**Records for this task**
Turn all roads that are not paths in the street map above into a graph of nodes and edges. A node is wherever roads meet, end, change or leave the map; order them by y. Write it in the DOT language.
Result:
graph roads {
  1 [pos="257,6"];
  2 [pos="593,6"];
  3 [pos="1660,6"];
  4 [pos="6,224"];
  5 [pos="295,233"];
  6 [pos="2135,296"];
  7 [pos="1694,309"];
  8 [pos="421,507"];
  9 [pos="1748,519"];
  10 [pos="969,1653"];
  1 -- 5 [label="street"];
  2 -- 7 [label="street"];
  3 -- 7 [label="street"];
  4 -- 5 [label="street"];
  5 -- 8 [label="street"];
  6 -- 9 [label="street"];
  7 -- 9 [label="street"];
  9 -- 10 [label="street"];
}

**Work request**
Restate each record exactly as written.

**Reply to the exercise**
Turn all roads that are not paths in the street map above into a graph of nodes and edges. A node is wherever roads meet, end, change or leave the map; order them by y. Write it in the DOT language.
Result:
graph roads {
  1 [pos="257,6"];
  2 [pos="593,6"];
  3 [pos="1660,6"];
  4 [pos="6,224"];
  5 [pos="295,233"];
  6 [pos="2135,296"];
  7 [pos="1694,309"];
  8 [pos="421,507"];
  9 [pos="1748,519"];
  10 [pos="969,1653"];
  1 -- 5 [label="street"];
  2 -- 7 [label="street"];
  3 -- 7 [label="street"];
  4 -- 5 [label="street"];
  5 -- 8 [label="street"];
  6 -- 9 [label="street"];
  7 -- 9 [label="street"];
  9 -- 10 [label="street"];
}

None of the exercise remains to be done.